The answer is every line in the data below that contains the word "CALLE".

(Excerpted data)

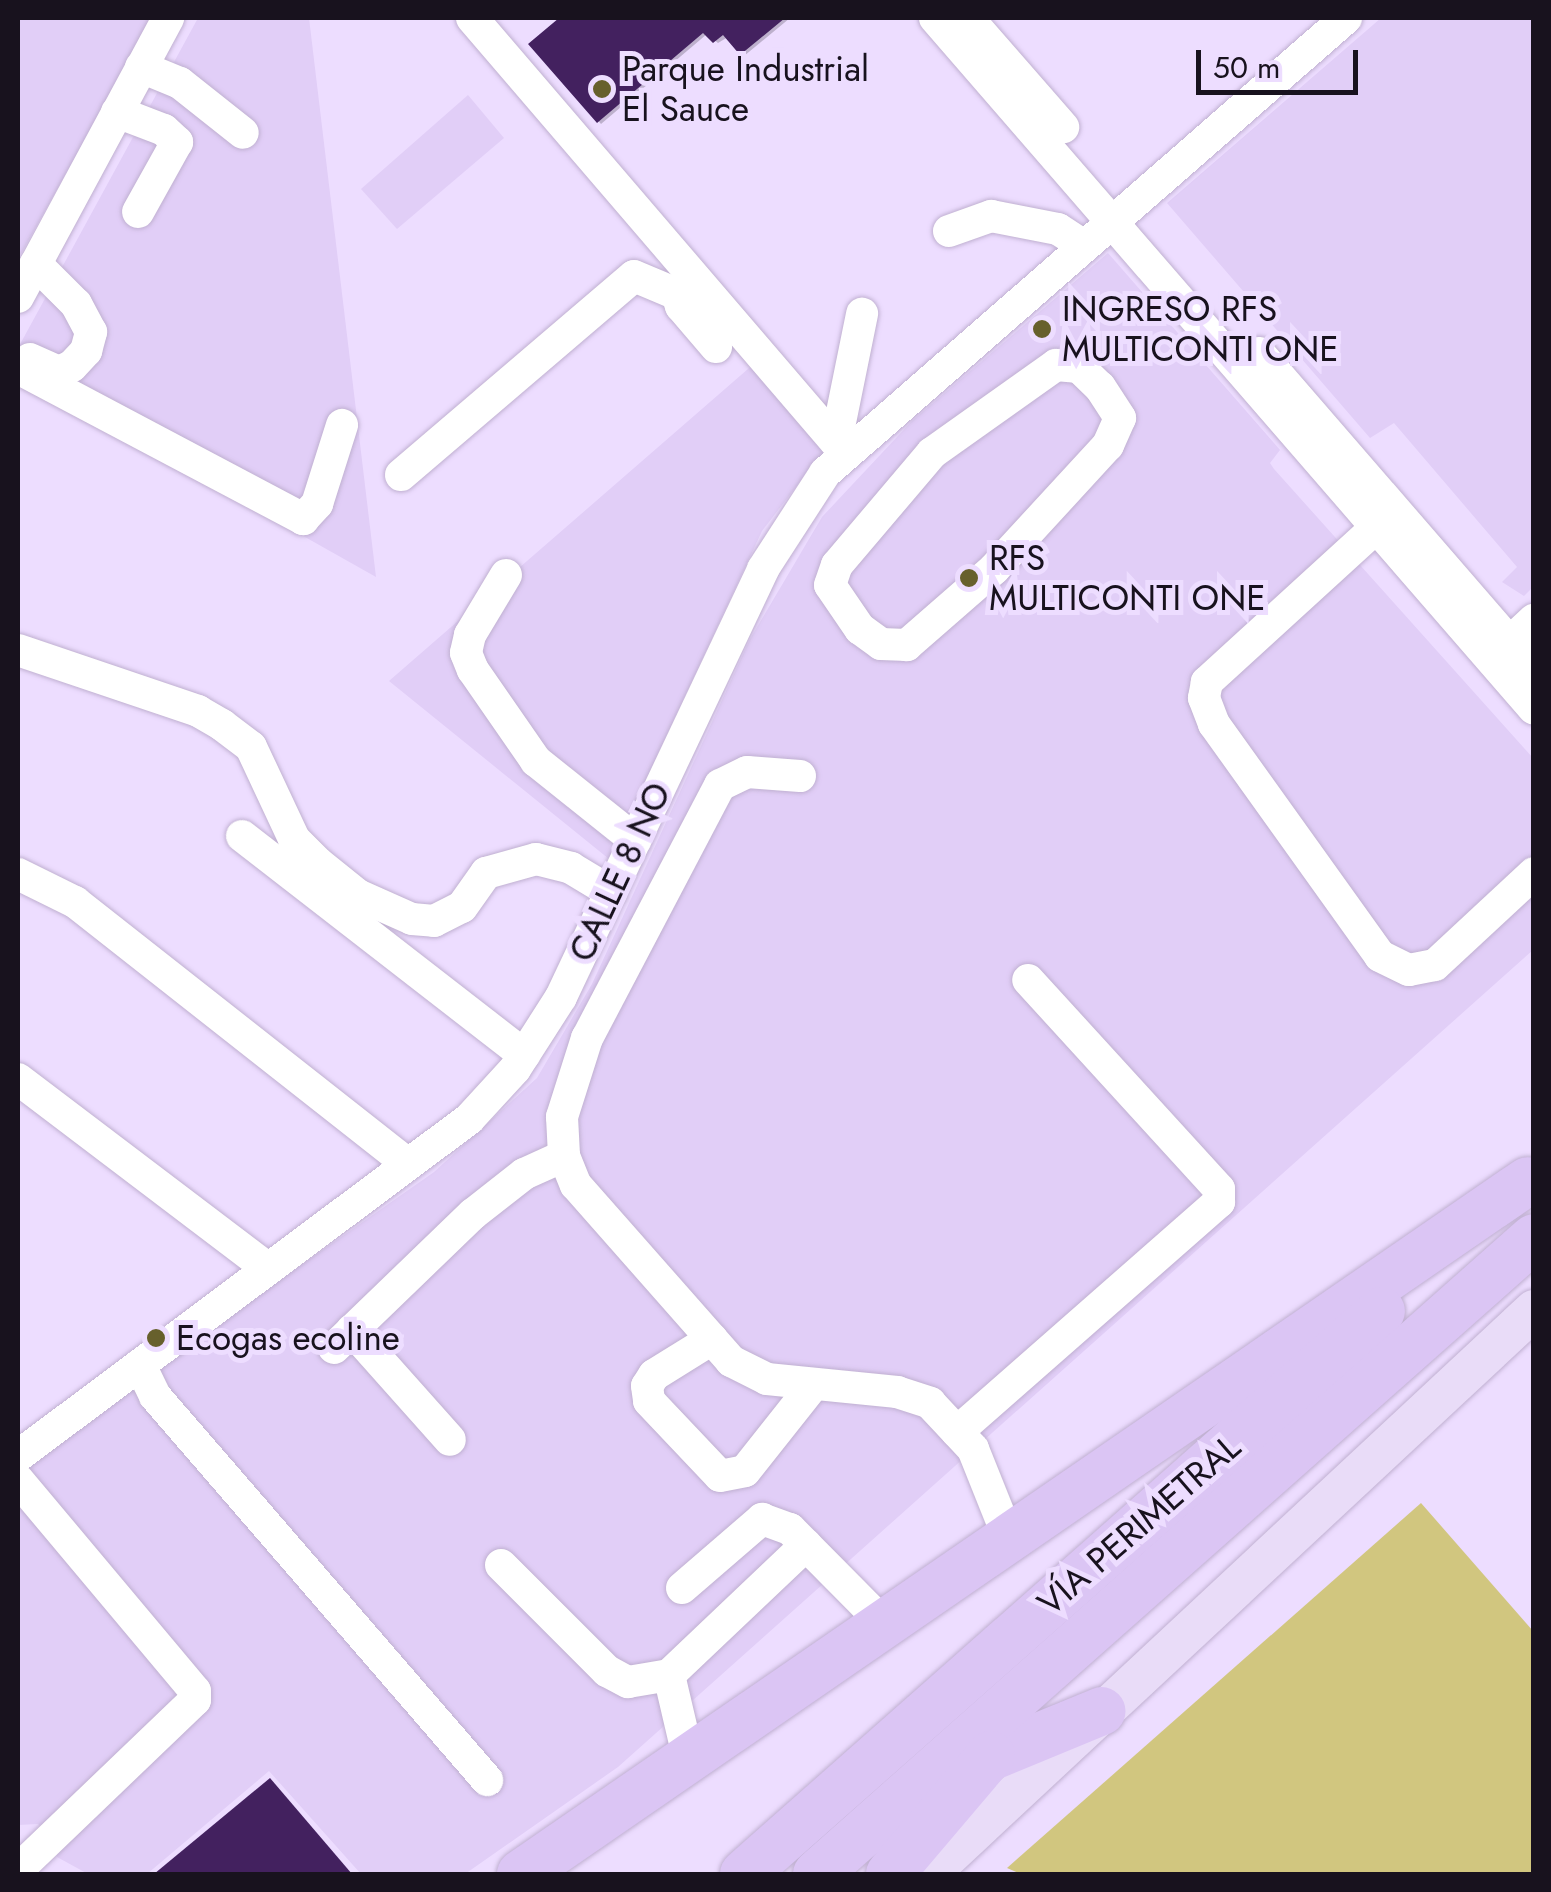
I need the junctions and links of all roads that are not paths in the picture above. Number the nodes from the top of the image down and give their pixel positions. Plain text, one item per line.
1 (168, 18) edge
2 (472, 18) edge
3 (935, 18) edge
4 (968, 18) edge
5 (1346, 18) edge
6 (141, 67) junction
7 (117, 112) junction
8 (243, 133) dead end
9 (1122, 211) junction
10 (138, 212) dead end
11 (949, 231) dead end
12 (1083, 246) junction
13 (24, 282) edge
14 (685, 285) junction
15 (862, 314) dead end
16 (716, 347) dead end
17 (18, 352) edge
18 (18, 368) edge
19 (899, 407) junction
20 (342, 425) dead end
21 (841, 448) junction
22 (932, 453) junction
23 (401, 476) dead end
24 (1386, 518) junction
25 (506, 575) dead end
26 (1534, 620) edge
27 (1509, 642) junction
28 (18, 650) edge
29 (1534, 671) edge
30 (1534, 709) edge
31 (800, 776) dead end
32 (242, 836) dead end
33 (635, 840) junction
34 (1534, 873) edge
35 (18, 874) edge
36 (611, 892) junction
37 (1028, 980) dead end
38 (524, 1055) junction
39 (18, 1079) edge
40 (564, 1156) junction
41 (408, 1164) junction
42 (1531, 1178) edge
43 (1534, 1238) edge
44 (268, 1269) junction
45 (1534, 1310) edge
46 (712, 1339) junction
47 (140, 1364) junction
48 (814, 1384) junction
49 (957, 1432) junction
50 (450, 1440) dead end
51 (18, 1456) edge
52 (18, 1480) edge
53 (1007, 1534) junction
54 (806, 1545) junction
55 (500, 1564) dead end
56 (682, 1588) dead end
57 (882, 1622) junction
58 (1090, 1630) junction
59 (668, 1675) junction
60 (1102, 1710) junction
61 (688, 1756) junction
62 (989, 1757) junction
63 (488, 1780) dead end
64 (920, 1785) junction
65 (18, 1870) edge
66 (522, 1874) edge
67 (744, 1874) edge
68 (818, 1874) edge
69 (890, 1874) edge
70 (929, 1874) edge

1 - 6 street
2 - 14 street
3 - 9 street
4 - 9 street
5 - 9 street, CALLE 8 NO
6 - 7 street
6 - 8 street
7 - 10 street
7 - 13 street
9 - 12 street, CALLE 8 NO
9 - 24 street
11 - 12 street
12 - 19 street, CALLE 8 NO
13 - 17 street
14 - 16 street
14 - 21 street
14 - 23 street
15 - 21 street
18 - 20 street
19 - 21 street, CALLE 8 NO
19 - 22 street
21 - 33 street, CALLE 8 NO
22 - 22 street
24 - 27 street
24 - 30 street
24 - 34 street
25 - 33 street
26 - 27 street
27 - 29 street
28 - 36 street
31 - 40 street
32 - 38 street
33 - 36 street, CALLE 8 NO
35 - 41 street
36 - 38 street, CALLE 8 NO
37 - 49 street
38 - 41 street, CALLE 8 NO
39 - 44 street
40 - 46 street
40 - 50 street
41 - 44 street, CALLE 8 NO
42 - 53 highway
42 - 67 highway, VÍA PERIMETRAL
43 - 58 highway, VÍA PERIMETRAL
44 - 47 street, CALLE 8 NO
45 - 60 main road
46 - 48 street
46 - 48 street
47 - 51 street, CALLE 8 NO
47 - 63 street
48 - 49 street
49 - 53 street
52 - 65 street
53 - 57 highway
54 - 56 street
54 - 57 street
54 - 59 street
55 - 59 street
57 - 61 highway
58 - 62 highway
58 - 64 highway, VÍA PERIMETRAL
59 - 61 street
60 - 62 highway
60 - 70 main road
61 - 66 highway
62 - 64 highway
62 - 69 highway
64 - 68 highway, VÍA PERIMETRAL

(End Excerpted data)

Output for this exercise
5 - 9 street, CALLE 8 NO
9 - 12 street, CALLE 8 NO
12 - 19 street, CALLE 8 NO
19 - 21 street, CALLE 8 NO
21 - 33 street, CALLE 8 NO
33 - 36 street, CALLE 8 NO
36 - 38 street, CALLE 8 NO
38 - 41 street, CALLE 8 NO
41 - 44 street, CALLE 8 NO
44 - 47 street, CALLE 8 NO
47 - 51 street, CALLE 8 NO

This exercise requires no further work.